··· PROVIDED ENTRIES ···

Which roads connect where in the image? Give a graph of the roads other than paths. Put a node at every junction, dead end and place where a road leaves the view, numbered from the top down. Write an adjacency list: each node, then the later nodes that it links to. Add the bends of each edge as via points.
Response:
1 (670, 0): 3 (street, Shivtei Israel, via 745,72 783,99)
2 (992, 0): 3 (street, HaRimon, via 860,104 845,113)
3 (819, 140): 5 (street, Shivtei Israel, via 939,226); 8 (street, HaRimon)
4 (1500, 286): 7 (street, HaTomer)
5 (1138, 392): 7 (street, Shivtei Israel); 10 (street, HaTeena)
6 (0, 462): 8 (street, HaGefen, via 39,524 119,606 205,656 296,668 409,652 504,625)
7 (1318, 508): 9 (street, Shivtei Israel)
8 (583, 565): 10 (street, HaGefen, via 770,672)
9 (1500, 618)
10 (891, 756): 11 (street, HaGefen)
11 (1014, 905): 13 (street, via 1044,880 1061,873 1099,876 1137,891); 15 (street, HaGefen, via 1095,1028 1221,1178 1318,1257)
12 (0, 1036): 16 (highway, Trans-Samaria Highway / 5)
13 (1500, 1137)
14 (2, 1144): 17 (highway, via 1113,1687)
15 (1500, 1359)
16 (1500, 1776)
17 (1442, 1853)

···

**TRY IT**
Each entry should be reproduced in the output exactly.

**ANSWER AREA**
Which roads connect where in the image? Give a graph of the roads other than paths. Put a node at every junction, dead end and place where a road leaves the view, numbered from the top down. Write an adjacency list: each node, then the later nodes that it links to. Add the bends of each edge as via points.
Response:
1 (670, 0): 3 (street, Shivtei Israel, via 745,72 783,99)
2 (992, 0): 3 (street, HaRimon, via 860,104 845,113)
3 (819, 140): 5 (street, Shivtei Israel, via 939,226); 8 (street, HaRimon)
4 (1500, 286): 7 (street, HaTomer)
5 (1138, 392): 7 (street, Shivtei Israel); 10 (street, HaTeena)
6 (0, 462): 8 (street, HaGefen, via 39,524 119,606 205,656 296,668 409,652 504,625)
7 (1318, 508): 9 (street, Shivtei Israel)
8 (583, 565): 10 (street, HaGefen, via 770,672)
9 (1500, 618)
10 (891, 756): 11 (street, HaGefen)
11 (1014, 905): 13 (street, via 1044,880 1061,873 1099,876 1137,891); 15 (street, HaGefen, via 1095,1028 1221,1178 1318,1257)
12 (0, 1036): 16 (highway, Trans-Samaria Highway / 5)
13 (1500, 1137)
14 (2, 1144): 17 (highway, via 1113,1687)
15 (1500, 1359)
16 (1500, 1776)
17 (1442, 1853)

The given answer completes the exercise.